BEGIN
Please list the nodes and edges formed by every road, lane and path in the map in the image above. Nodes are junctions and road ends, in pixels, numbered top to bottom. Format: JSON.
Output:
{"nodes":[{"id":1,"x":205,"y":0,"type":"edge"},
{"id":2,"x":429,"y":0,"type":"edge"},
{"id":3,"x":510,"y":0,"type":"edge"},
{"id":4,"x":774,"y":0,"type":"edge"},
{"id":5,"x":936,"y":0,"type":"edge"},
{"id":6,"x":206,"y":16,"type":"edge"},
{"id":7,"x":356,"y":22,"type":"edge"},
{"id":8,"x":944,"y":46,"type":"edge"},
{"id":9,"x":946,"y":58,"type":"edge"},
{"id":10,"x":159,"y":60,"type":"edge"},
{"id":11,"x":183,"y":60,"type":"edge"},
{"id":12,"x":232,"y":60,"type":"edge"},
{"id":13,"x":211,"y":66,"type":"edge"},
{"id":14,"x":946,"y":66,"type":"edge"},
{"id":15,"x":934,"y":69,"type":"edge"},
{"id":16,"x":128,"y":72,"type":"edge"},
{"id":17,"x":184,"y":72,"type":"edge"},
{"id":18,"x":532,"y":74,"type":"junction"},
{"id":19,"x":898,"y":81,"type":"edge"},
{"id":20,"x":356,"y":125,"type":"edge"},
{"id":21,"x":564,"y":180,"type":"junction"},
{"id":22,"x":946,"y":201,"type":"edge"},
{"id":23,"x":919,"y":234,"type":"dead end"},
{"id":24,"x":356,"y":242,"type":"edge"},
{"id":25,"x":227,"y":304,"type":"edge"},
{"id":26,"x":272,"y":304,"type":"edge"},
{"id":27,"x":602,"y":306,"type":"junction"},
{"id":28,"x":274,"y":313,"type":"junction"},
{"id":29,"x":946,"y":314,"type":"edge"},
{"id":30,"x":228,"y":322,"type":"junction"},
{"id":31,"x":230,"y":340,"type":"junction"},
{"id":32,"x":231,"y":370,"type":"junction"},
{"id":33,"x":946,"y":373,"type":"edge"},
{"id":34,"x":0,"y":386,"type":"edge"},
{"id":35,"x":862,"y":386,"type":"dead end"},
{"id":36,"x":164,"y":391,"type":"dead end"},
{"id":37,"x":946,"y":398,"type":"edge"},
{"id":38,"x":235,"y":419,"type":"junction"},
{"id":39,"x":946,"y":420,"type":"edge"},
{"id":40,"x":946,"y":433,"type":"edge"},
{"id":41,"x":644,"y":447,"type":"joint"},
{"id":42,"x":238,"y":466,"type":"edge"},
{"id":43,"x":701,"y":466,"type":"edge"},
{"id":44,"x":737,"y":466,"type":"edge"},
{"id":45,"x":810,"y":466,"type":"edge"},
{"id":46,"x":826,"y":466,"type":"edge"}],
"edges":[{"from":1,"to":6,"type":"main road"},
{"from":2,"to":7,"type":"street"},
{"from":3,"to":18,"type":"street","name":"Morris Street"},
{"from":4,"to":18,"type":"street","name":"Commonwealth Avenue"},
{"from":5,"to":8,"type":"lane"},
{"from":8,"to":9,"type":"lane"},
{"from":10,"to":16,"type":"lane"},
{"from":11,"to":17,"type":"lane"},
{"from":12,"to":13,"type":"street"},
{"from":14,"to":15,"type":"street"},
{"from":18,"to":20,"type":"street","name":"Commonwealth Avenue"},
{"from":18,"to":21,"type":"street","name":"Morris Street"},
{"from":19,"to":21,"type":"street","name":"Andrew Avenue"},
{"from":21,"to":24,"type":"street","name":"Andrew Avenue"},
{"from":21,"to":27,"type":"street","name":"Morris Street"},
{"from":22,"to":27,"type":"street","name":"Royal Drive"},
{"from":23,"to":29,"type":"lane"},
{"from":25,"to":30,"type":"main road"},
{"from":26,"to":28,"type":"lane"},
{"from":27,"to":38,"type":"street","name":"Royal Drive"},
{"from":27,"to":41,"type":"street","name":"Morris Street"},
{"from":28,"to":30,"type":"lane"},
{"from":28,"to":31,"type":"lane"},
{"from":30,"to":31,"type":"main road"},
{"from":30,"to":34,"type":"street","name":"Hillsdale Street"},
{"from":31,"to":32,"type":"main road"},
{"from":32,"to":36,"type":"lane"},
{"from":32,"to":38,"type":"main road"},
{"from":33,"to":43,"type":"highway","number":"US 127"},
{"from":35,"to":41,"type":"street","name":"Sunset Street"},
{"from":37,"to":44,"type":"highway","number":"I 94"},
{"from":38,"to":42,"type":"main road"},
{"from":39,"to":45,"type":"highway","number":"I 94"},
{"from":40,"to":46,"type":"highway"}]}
END
• WHAT THE TASK REQUIRES
Reproduce the records above exactly as they appear.

• ANSWER TO THE PROBLEM
Please list the nodes and edges formed by every road, lane and path in the map in the image above. Nodes are junctions and road ends, in pixels, numbered top to bottom. Format: JSON.
Output:
{"nodes":[{"id":1,"x":205,"y":0,"type":"edge"},
{"id":2,"x":429,"y":0,"type":"edge"},
{"id":3,"x":510,"y":0,"type":"edge"},
{"id":4,"x":774,"y":0,"type":"edge"},
{"id":5,"x":936,"y":0,"type":"edge"},
{"id":6,"x":206,"y":16,"type":"edge"},
{"id":7,"x":356,"y":22,"type":"edge"},
{"id":8,"x":944,"y":46,"type":"edge"},
{"id":9,"x":946,"y":58,"type":"edge"},
{"id":10,"x":159,"y":60,"type":"edge"},
{"id":11,"x":183,"y":60,"type":"edge"},
{"id":12,"x":232,"y":60,"type":"edge"},
{"id":13,"x":211,"y":66,"type":"edge"},
{"id":14,"x":946,"y":66,"type":"edge"},
{"id":15,"x":934,"y":69,"type":"edge"},
{"id":16,"x":128,"y":72,"type":"edge"},
{"id":17,"x":184,"y":72,"type":"edge"},
{"id":18,"x":532,"y":74,"type":"junction"},
{"id":19,"x":898,"y":81,"type":"edge"},
{"id":20,"x":356,"y":125,"type":"edge"},
{"id":21,"x":564,"y":180,"type":"junction"},
{"id":22,"x":946,"y":201,"type":"edge"},
{"id":23,"x":919,"y":234,"type":"dead end"},
{"id":24,"x":356,"y":242,"type":"edge"},
{"id":25,"x":227,"y":304,"type":"edge"},
{"id":26,"x":272,"y":304,"type":"edge"},
{"id":27,"x":602,"y":306,"type":"junction"},
{"id":28,"x":274,"y":313,"type":"junction"},
{"id":29,"x":946,"y":314,"type":"edge"},
{"id":30,"x":228,"y":322,"type":"junction"},
{"id":31,"x":230,"y":340,"type":"junction"},
{"id":32,"x":231,"y":370,"type":"junction"},
{"id":33,"x":946,"y":373,"type":"edge"},
{"id":34,"x":0,"y":386,"type":"edge"},
{"id":35,"x":862,"y":386,"type":"dead end"},
{"id":36,"x":164,"y":391,"type":"dead end"},
{"id":37,"x":946,"y":398,"type":"edge"},
{"id":38,"x":235,"y":419,"type":"junction"},
{"id":39,"x":946,"y":420,"type":"edge"},
{"id":40,"x":946,"y":433,"type":"edge"},
{"id":41,"x":644,"y":447,"type":"joint"},
{"id":42,"x":238,"y":466,"type":"edge"},
{"id":43,"x":701,"y":466,"type":"edge"},
{"id":44,"x":737,"y":466,"type":"edge"},
{"id":45,"x":810,"y":466,"type":"edge"},
{"id":46,"x":826,"y":466,"type":"edge"}],
"edges":[{"from":1,"to":6,"type":"main road"},
{"from":2,"to":7,"type":"street"},
{"from":3,"to":18,"type":"street","name":"Morris Street"},
{"from":4,"to":18,"type":"street","name":"Commonwealth Avenue"},
{"from":5,"to":8,"type":"lane"},
{"from":8,"to":9,"type":"lane"},
{"from":10,"to":16,"type":"lane"},
{"from":11,"to":17,"type":"lane"},
{"from":12,"to":13,"type":"street"},
{"from":14,"to":15,"type":"street"},
{"from":18,"to":20,"type":"street","name":"Commonwealth Avenue"},
{"from":18,"to":21,"type":"street","name":"Morris Street"},
{"from":19,"to":21,"type":"street","name":"Andrew Avenue"},
{"from":21,"to":24,"type":"street","name":"Andrew Avenue"},
{"from":21,"to":27,"type":"street","name":"Morris Street"},
{"from":22,"to":27,"type":"street","name":"Royal Drive"},
{"from":23,"to":29,"type":"lane"},
{"from":25,"to":30,"type":"main road"},
{"from":26,"to":28,"type":"lane"},
{"from":27,"to":38,"type":"street","name":"Royal Drive"},
{"from":27,"to":41,"type":"street","name":"Morris Street"},
{"from":28,"to":30,"type":"lane"},
{"from":28,"to":31,"type":"lane"},
{"from":30,"to":31,"type":"main road"},
{"from":30,"to":34,"type":"street","name":"Hillsdale Street"},
{"from":31,"to":32,"type":"main road"},
{"from":32,"to":36,"type":"lane"},
{"from":32,"to":38,"type":"main road"},
{"from":33,"to":43,"type":"highway","number":"US 127"},
{"from":35,"to":41,"type":"street","name":"Sunset Street"},
{"from":37,"to":44,"type":"highway","number":"I 94"},
{"from":38,"to":42,"type":"main road"},
{"from":39,"to":45,"type":"highway","number":"I 94"},
{"from":40,"to":46,"type":"highway"}]}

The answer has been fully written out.